What the exercise asks ::
Which lines in the records below contain the word "page"? Copy each one out.

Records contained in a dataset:
################
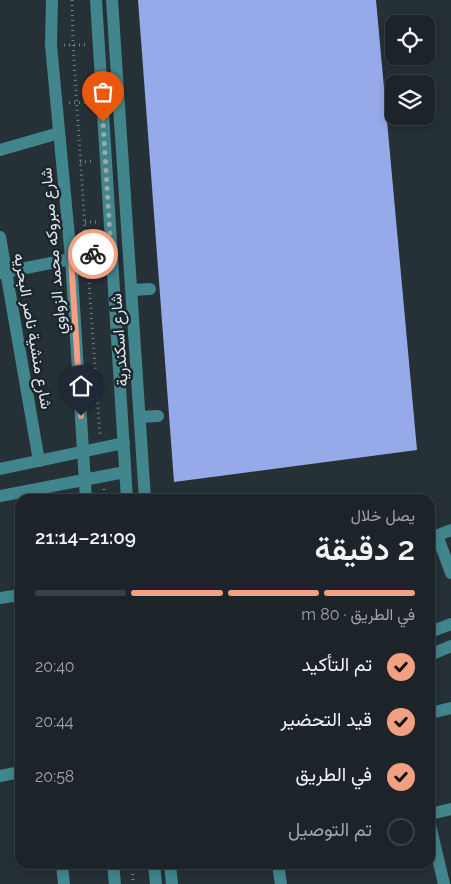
<!DOCTYPE html>
<html lang="ar">
<meta charset="utf-8">
<style>
:root{--surface:#1c2429;--page:#293035;--text:#f1f3f6;--muted:#a0a4a8;--line:#3a4146;--accent:#f2a081}
body{margin:0;font-family:Raleway,Vazirmatn,sans-serif;background:var(--page);color:var(--text);direction:rtl;height:100vh;display:flex;flex-direction:column;font-size:19px;white-space:nowrap}
*{box-sizing:border-box;margin:0}
p{font-size:16px;color:var(--muted)}
.icon{flex:none;width:28px;height:28px;fill:none;stroke:currentColor;stroke-width:2;stroke-linecap:round;stroke-linejoin:round}
.map{position:relative;flex:1;overflow:hidden;direction:ltr}
.side{position:absolute;left:15px;top:494px;width:420px;height:375px;display:flex;flex-direction:column;background:var(--surface);border-radius:15px;box-shadow:0 2px 8px #0003,0 0 0 1px var(--line);direction:rtl}
.side>*{flex:none}
.fabs{position:absolute;left:385px;top:15px;display:grid;gap:10px}
.fabs a{display:grid;place-items:center;width:50px;height:50px;border-radius:10px;background:var(--surface);box-shadow:0 2px 8px #0003,0 0 0 1px var(--line);font-size:25px}
.pin{position:absolute;display:grid;place-items:center;width:42px;height:42px;color:#fff;margin:-51px -21px;border-radius:50% 50% 50% 0;rotate:-45deg;box-shadow:0 0 5px #0007}
.pin .icon{rotate:45deg}
.courier{position:absolute;display:grid;place-items:center;width:50px;height:50px;margin:-25px;border:4px solid #f2a081;border-radius:50%;background:#fff;color:#222;box-shadow:0 1px 6px #0007}
.head em{font-style:normal;font-weight:600}
.head div{display:flex;flex-direction:column-reverse}
.head{display:flex;align-items:center;justify-content:space-between;height:85px;padding:0 20px}
h1{font-size:32px;font-weight:600;line-height:38px}
.bar{display:grid;grid-template-columns:repeat(4,1fr);gap:8px 5px;align-content:center;height:60px;padding:0 20px}
.bar i{height:6px;border-radius:4px;background:var(--line)}
.bar .selected{background:var(--accent)}
.bar p{grid-column:span 4}
ol{padding:0 20px;list-style:none}
li{display:flex;align-items:center;gap:15px;height:55px}
li p{margin-inline-start:auto}
li .icon{padding:5px;border-radius:50%;background:var(--accent);color:#111;stroke-width:4}
li:last-child{color:var(--muted)}
li i{width:28px;height:28px;border:2px solid var(--line);border-radius:50%}
.map>svg:first-child{display:block}
</style>
<div class="map">
<svg width="451" height="884" viewBox="0 0 451 884">
<rect width="100%" height="100%" fill="#253037"/>
<path fill="#96a9e8" d="M138,0H376L417,450L174,482Z"/>
<g fill="none" stroke-linecap="round" stroke-linejoin="round">
<g stroke="#778086" stroke-width="3" stroke-dasharray="1 4" stroke-linecap="butt">
<path d="M72,0L73,45L86,244"/>
<path d="M64,45H85"/>
<path d="M69,103L91,102"/>
<path d="M80,162L94,161"/>
<path d="M85,222H98"/>
<path d="M88,268L100,436"/>
<path d="M104,489L105,499"/>
<path d="M132,864L133,884"/>
</g>
<g stroke="#41858d" stroke-width="12">
<path d="M52,0L51,45L71,258L86,499"/>
<path d="M96,0L127,499"/>
<path d="M112,0L145,499"/>
<path d="M0,150L59,133"/>
<path d="M0,237L39,461"/>
<path d="M0,273L111,251"/>
<path d="M132,290L150,289"/>
<path d="M140,417L158,416"/>
<path d="M0,469L124,443"/>
<path d="M0,496L125,472"/>
<path d="M437,535L451,573"/>
<path d="M430,538L451,530"/>
<path d="M0,598L20,595"/>
<path d="M430,632L451,624"/>
<path d="M430,655L451,646"/>
<path d="M430,713L451,708"/>
<path d="M0,776L20,772"/>
<path d="M430,814L451,809"/>
<path d="M430,825L444,884"/>
<path d="M62,864L64,884"/>
<path d="M113,864L115,884"/>
<path d="M154,864L156,884"/>
<path d="M170,864L172,884"/>
<path d="M278,864L281,884"/>
</g>
</g>
<g fill="none" stroke-linecap="round" stroke-linejoin="round">
<path stroke="#9fa8ad" stroke-width="5" stroke-dasharray="0 9" d="M93,254L111,251L103,122"/>
<path stroke="#f2a081" stroke-width="6" d="M81,416L71,258L93,254"/>
</g>
<g text-anchor="middle" dominant-baseline="central" stroke-width="5" stroke-linejoin="round" paint-order="stroke">
<g font-size="16" fill="#e1e8ed" stroke="#1b262d">
<text transform="translate(53 251) rotate(-95)">شارع مبروكه محمد الزواوي</text>
<text transform="translate(33 331) rotate(80)">شارع منشية ناصر البحريه</text>
<text transform="translate(119 340) rotate(-94)">شارع اسكندرية</text>
</g>
</g>
</svg>
<div class="fabs">
<a><svg class="icon" aria-label="locate" viewBox="0 0 24 24"><circle cx="12" cy="12" r="6"/><path d="M12 2v4M12 18v4M2 12h4M18 12h4"/></svg></a>
<a><svg class="icon" aria-label="layers" viewBox="0 0 24 24"><path d="M12 4l9 5-9 5-9-5zM3 14l9 5 9-5"/></svg></a>
</div>
<div class="pin" style="left:103px;top:122px;background:#ea580c"><svg class="icon" aria-label="bag" viewBox="0 0 24 24"><path d="M5 8h14l-1 12H6zM9 8a3 3 0 0 1 6 0"/></svg></div>
<div class="pin" style="left:81px;top:416px;background:#1f2937"><svg class="icon" aria-label="home" viewBox="0 0 24 24"><path d="M3 11l9-7 9 7M6 9v11h12V9"/></svg></div>
<div class="courier" style="left:93px;top:254px"><svg class="icon" aria-label="bike" viewBox="0 0 24 24"><circle cx="6" cy="16" r="4"/><circle cx="18" cy="16" r="4"/><path d="M6 16l4-8h5l3 8M10 8l3 8H6M13 5h3"/></svg></div>
<section class="side">
<div class="head"><div><h1>2 دقيقة</h1><p>يصل خلال</p></div><em>21:09–21:14</em></div>
<div class="bar"><i class="selected"></i><i class="selected"></i><i class="selected"></i><i></i><p>في الطريق · 80 m</p></div>
<ol>
<li><svg class="icon" aria-label="check" viewBox="0 0 24 24"><path d="M5 12l5 5 9-10"/></svg>تم التأكيد<p>20:40</p></li>
<li><svg class="icon" aria-label="check" viewBox="0 0 24 24"><path d="M5 12l5 5 9-10"/></svg>قيد التحضير<p>20:44</p></li>
<li><svg class="icon" aria-label="check" viewBox="0 0 24 24"><path d="M5 12l5 5 9-10"/></svg>في الطريق<p>20:58</p></li>
<li><i></i>تم التوصيل</li>
</ol>
</section>
</div>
################
Solution ::
:root{--surface:#1c2429;--page:#293035;--text:#f1f3f6;--muted:#a0a4a8;--line:#3a4146;--accent:#f2a081}
body{margin:0;font-family:Raleway,Vazirmatn,sans-serif;background:var(--page);color:var(--text);direction:rtl;height:100vh;display:flex;flex-direction:column;font-size:19px;white-space:nowrap}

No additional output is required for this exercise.